Ma se anche fossero più costosi, il più delle volte gli agricoltori non guadagnerebbero di più, ma sarebbe qualche multinazionale lungo la catena di distribuzione a riempirsi le tasche. E a nostra volta li acquistiamo qui al supermercato a prezzi bassi, perché i costi sono delocalizzati all’estero e non sono inclusi nel prezzo: deforestazione, monocolture, sfruttamento, lavoro minorile, perdita di biodiversità a causa dei pesticidi chimici, ecc. Di tutto questo restiamo all’oscuro, fino al momento in cui decidiamo di interessarci dell’origine dei prodotti alimentari.
Per i prodotti equo solidali c’è richiesta sul mercato
Il marchio del commercio equo e solidale era ed è un passo importante nella giusta direzione per cercare di dare una prospettiva futura agli agricoltori nei Paesi del Sud del mondo, al di fuori dello spietato modello economico neoliberale, basato sullo sfruttamento che distrugge la loro esistenza. Purtroppo, ci sono stati anche tentativi di abuso del marchio, che hanno portato GEPA, ad esempio, (con El Puente una delle principali aziende tedesche del settore), a introdurre un marchio “Fair Trade +”, per rendere ancora più rigorosi i criteri e rassicurare la clientela che lentamente ma inequivocabilmente sta sviluppando un gusto per i prodotti equo solidali.

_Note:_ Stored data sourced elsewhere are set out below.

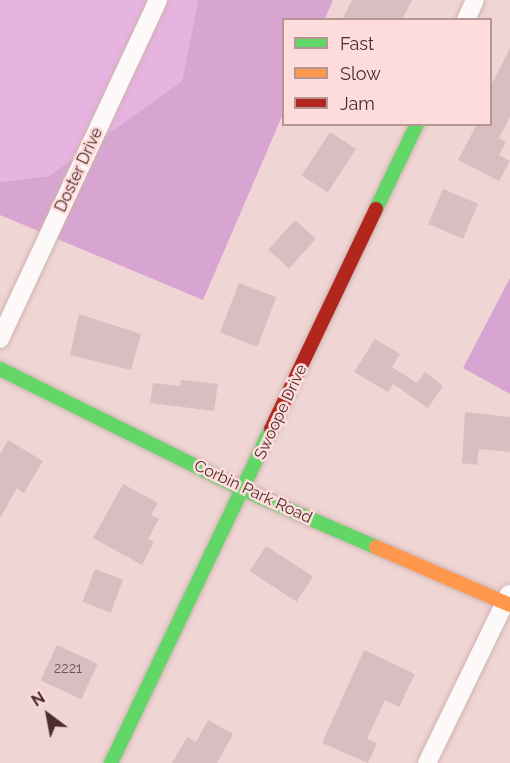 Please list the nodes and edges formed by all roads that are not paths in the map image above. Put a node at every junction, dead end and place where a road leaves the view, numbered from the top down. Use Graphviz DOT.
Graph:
graph roads {
  1 [pos="158,0"];
  2 [pos="475,0"];
  3 [pos="467,18"];
  4 [pos="416,126"];
  5 [pos="0,339"];
  6 [pos="0,369"];
  7 [pos="244,490"];
  8 [pos="508,600"];
  9 [pos="111,763"];
  10 [pos="427,763"];
  1 -- 5 [label="street, Doster Drive"];
  2 -- 3 [label="street"];
  4 -- 7 [label="street, Swoope Drive"];
  6 -- 7 [label="street, Corbin Park Road"];
  7 -- 8 [label="street, Corbin Park Road"];
  7 -- 9 [label="street, Swoope Drive"];
  8 -- 10 [label="street"];
} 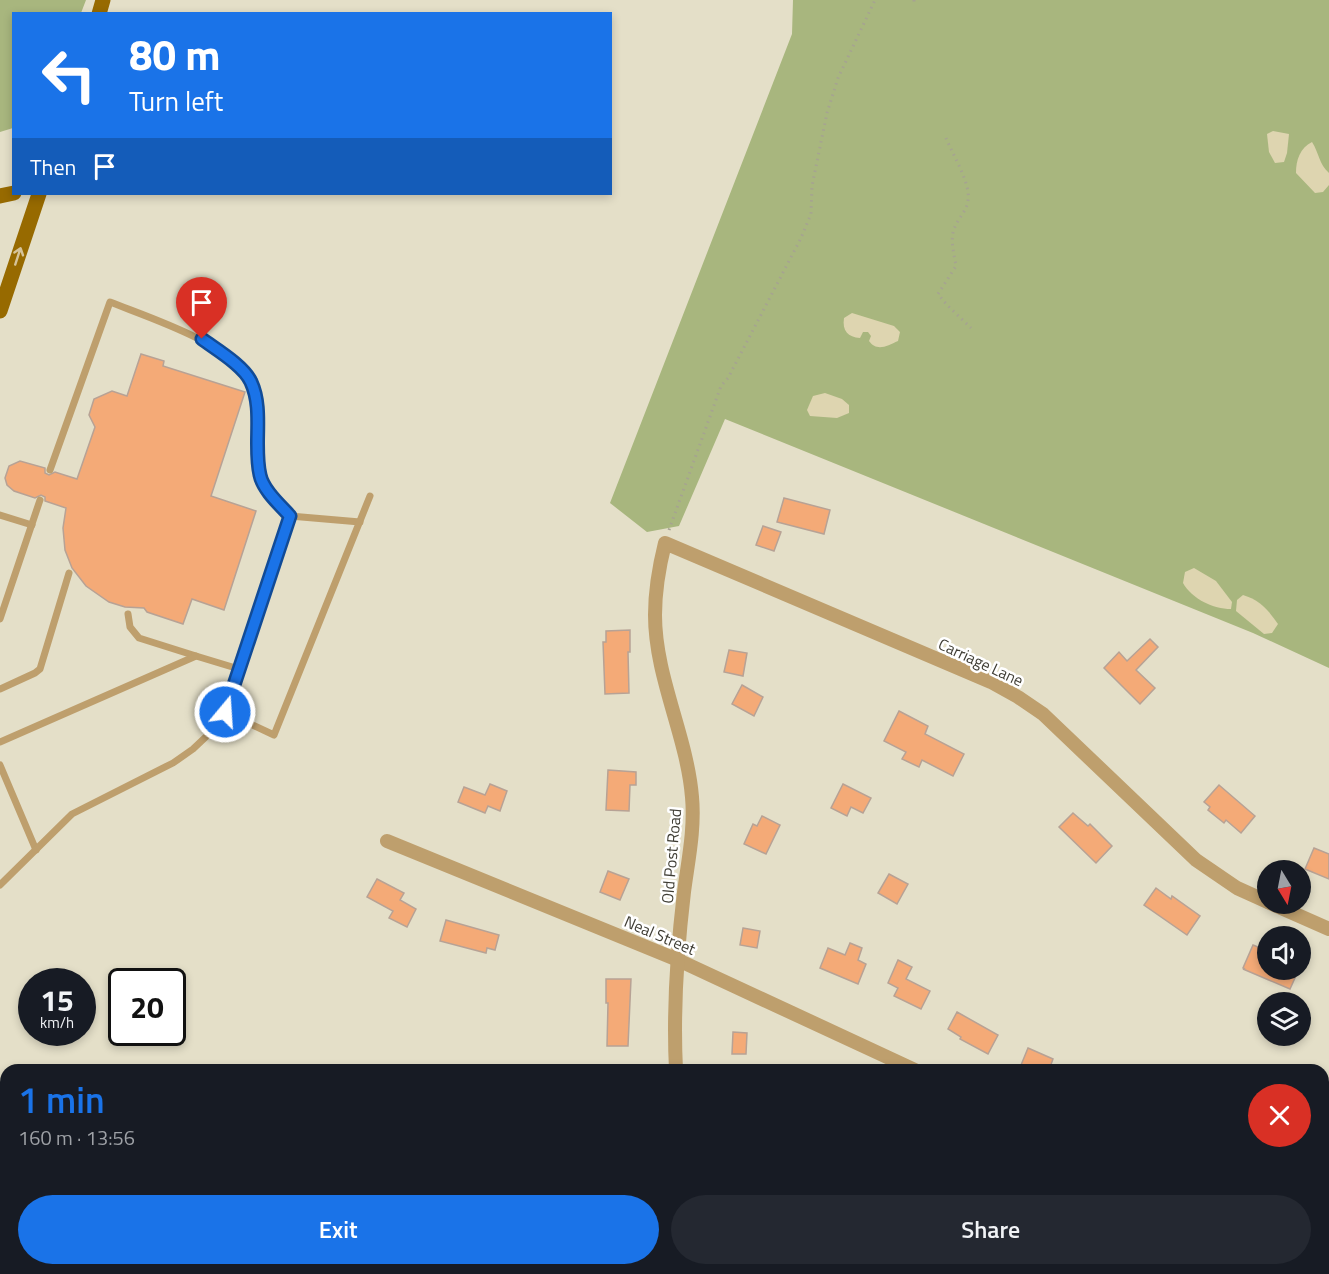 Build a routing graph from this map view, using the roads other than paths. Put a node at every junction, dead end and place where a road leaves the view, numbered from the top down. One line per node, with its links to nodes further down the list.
1 (39, 195): 2 (main road, one-way to 1)
2 (0, 311)
3 (50, 470): 7 (lane)
4 (370, 496): 8 (lane)
5 (40, 500): 9 (lane)
6 (0, 515): 9 (lane)
7 (290, 516): 8 (lane); 15 (lane)
8 (360, 522): 17 (lane)
9 (32, 525): 13 (lane)
10 (665, 543): 23 (street, Carriage Lane); 26 (street, Old Post Road)
11 (69, 573): 16 (lane)
12 (128, 614): 14 (lane)
13 (0, 619)
14 (196, 656): 15 (lane); 18 (lane)
15 (238, 669): 17 (lane)
16 (0, 689)
17 (225, 712): 21 (lane)
18 (0, 742)
19 (0, 765): 21 (lane)
20 (387, 841): 26 (street, Neal Street)
21 (36, 850): 22 (lane)
22 (0, 885)
23 (1257, 897)
24 (1296, 914): 25 (street, Carriage Lane)
25 (1329, 929)
26 (678, 960): 27 (street, Old Post Road); 28 (street, Neal Street)
27 (675, 1064)
28 (902, 1064) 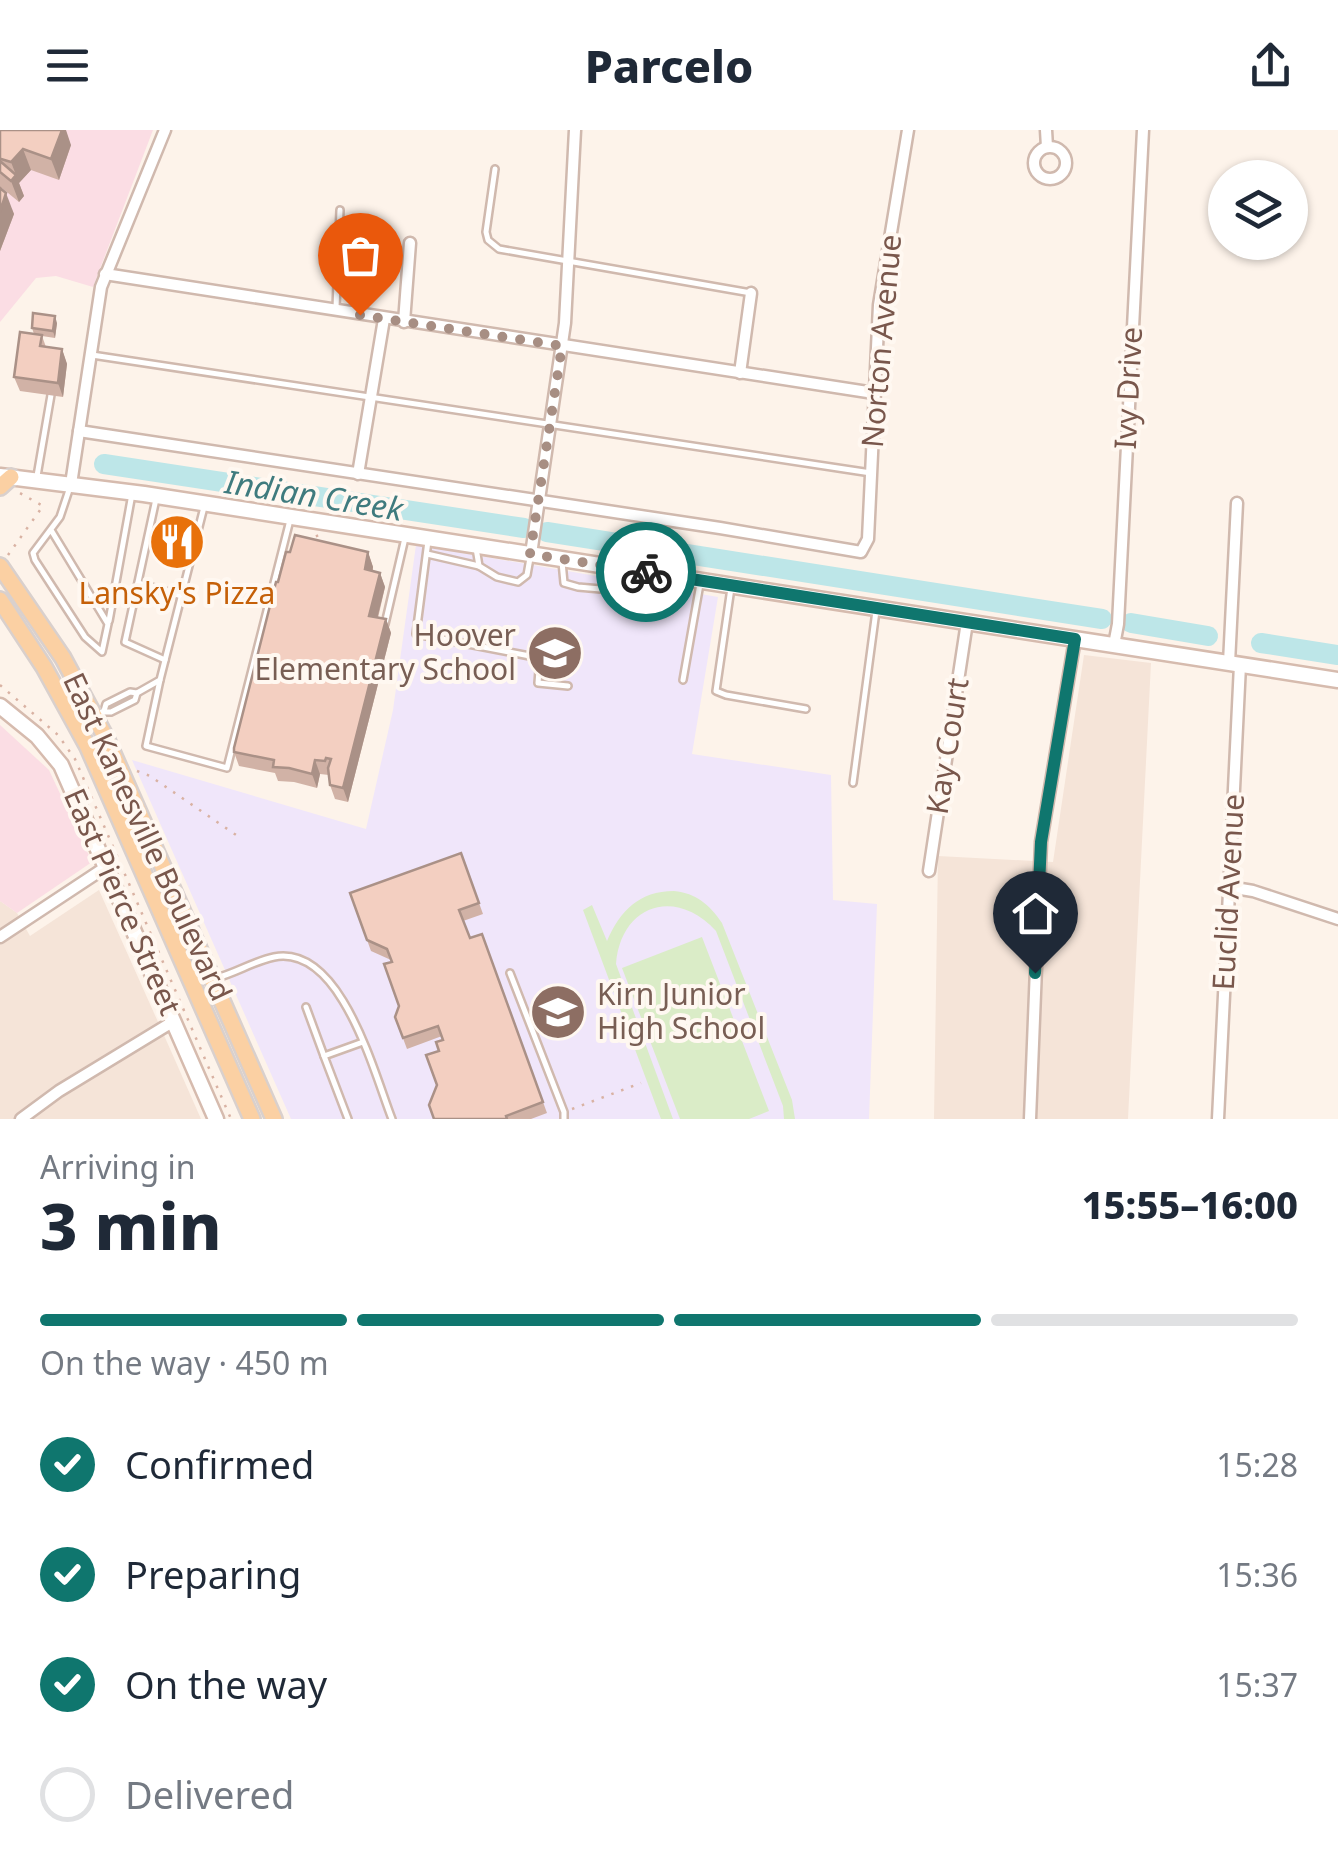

Spirito imprenditoriale responsabile già nel 1985
Concepita come un progetto per gli studenti che volevano imparare ad avviare un’impresa economica “differente”, la Darjeeling-Teekampagne di Berlino ha dato un contributo importante anche nelle piantagioni di tè, facendo a meno degli intermediari e richiedendo ai clienti pagamenti anticipati, cioè di pagare le forniture prima del raccolto: in pratica, quello che SOLAWI (Rete di Agricoltura Solidale) sta facendo in ambito agricolo per eliminare la dipendenza dalle banche.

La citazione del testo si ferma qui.